Their study involved more than 35,000 women aged between 35 and 69, who provided information on their weight history, physical activity levels, reproductive history, and use of hormone replacement therapy (HRT).
They also estimated the quantities of 217 food items they ate every day by completing a food frequency questionnaire.
Four years later, the women were re-surveyed on whether or not they had gone through the menopause.
Results revealed that 914 women naturally went through the menopause between age 40-65, with an average age of 51.
Interestingly, certain foods seemed associated with the timing of the menopause.
Each additional daily portion of refined carbs such as pasta and rice was associated with reaching the menopause 1.5 years earlier.
But each additional portion of oily fish and fresh legumes was associated with a delay of more than three years.
Having a vegetarian diet also appears to affect when you reach the menopause – those who didn’t eat meat arrived at the menopause almost a year earlier than those who ate meat.
The researchers suggest that the antioxidants found in legumes, and omega 3 fatty acids found in oily fish may be responsible for the delay in menopause.

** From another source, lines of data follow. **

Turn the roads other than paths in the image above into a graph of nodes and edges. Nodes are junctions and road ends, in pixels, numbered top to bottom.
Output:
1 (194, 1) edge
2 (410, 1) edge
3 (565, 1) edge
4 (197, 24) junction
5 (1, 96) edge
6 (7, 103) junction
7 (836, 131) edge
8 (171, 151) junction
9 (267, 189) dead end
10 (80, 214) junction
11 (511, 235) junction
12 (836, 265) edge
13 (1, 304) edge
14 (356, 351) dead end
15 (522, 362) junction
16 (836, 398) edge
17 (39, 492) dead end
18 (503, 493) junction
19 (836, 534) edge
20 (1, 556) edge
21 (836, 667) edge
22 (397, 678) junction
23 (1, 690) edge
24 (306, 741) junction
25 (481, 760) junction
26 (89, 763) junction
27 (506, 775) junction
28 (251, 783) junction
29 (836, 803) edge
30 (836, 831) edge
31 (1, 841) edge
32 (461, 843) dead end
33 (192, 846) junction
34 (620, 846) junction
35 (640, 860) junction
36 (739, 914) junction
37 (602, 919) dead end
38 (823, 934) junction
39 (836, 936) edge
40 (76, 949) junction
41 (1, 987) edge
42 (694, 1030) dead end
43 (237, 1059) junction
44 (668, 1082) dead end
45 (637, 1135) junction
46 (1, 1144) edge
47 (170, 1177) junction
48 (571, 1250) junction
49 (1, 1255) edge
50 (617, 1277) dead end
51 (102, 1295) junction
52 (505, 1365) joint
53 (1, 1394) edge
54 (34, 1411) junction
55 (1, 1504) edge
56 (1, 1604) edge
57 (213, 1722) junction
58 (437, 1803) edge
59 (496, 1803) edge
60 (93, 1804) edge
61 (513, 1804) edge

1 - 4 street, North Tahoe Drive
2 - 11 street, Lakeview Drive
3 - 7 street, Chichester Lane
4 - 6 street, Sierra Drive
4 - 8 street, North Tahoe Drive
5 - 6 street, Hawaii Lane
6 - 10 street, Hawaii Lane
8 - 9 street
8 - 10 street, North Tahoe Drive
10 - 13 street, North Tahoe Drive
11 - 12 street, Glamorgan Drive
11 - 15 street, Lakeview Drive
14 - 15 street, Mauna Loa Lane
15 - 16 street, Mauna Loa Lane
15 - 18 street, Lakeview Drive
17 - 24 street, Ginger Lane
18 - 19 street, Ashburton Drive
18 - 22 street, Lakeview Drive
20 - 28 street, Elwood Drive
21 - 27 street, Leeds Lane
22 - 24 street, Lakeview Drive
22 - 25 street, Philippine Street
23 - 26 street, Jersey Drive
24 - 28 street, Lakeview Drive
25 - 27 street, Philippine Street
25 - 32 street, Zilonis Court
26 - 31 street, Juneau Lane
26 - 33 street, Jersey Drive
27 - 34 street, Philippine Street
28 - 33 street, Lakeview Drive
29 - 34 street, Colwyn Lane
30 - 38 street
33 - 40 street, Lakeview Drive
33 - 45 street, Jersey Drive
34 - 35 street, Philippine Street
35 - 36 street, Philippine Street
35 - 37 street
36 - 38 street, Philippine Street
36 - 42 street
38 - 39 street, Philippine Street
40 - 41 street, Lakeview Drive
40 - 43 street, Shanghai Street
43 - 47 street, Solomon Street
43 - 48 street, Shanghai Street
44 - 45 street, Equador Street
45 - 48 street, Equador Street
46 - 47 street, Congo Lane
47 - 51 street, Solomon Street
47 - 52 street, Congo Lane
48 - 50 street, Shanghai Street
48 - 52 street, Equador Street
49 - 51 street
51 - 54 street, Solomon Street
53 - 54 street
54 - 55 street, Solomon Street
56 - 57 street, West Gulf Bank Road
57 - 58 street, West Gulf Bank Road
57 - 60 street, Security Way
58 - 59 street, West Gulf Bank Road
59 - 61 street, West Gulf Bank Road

Conversely, refined carbs boost the risk of insulin resistance, which can interfere with sex hormone activity and boost oestrogen levels, bringing the menopause forwards.
While this was just an observational study, the researchers hope that the findings will encourage women to be more conscious of the wider effects of their diets.
The researchers said: “Our findings confirm that diet may be associated with the age at natural menopause. This may be relevant at a public health level since age at natural menopause may have implications on future health outcomes.”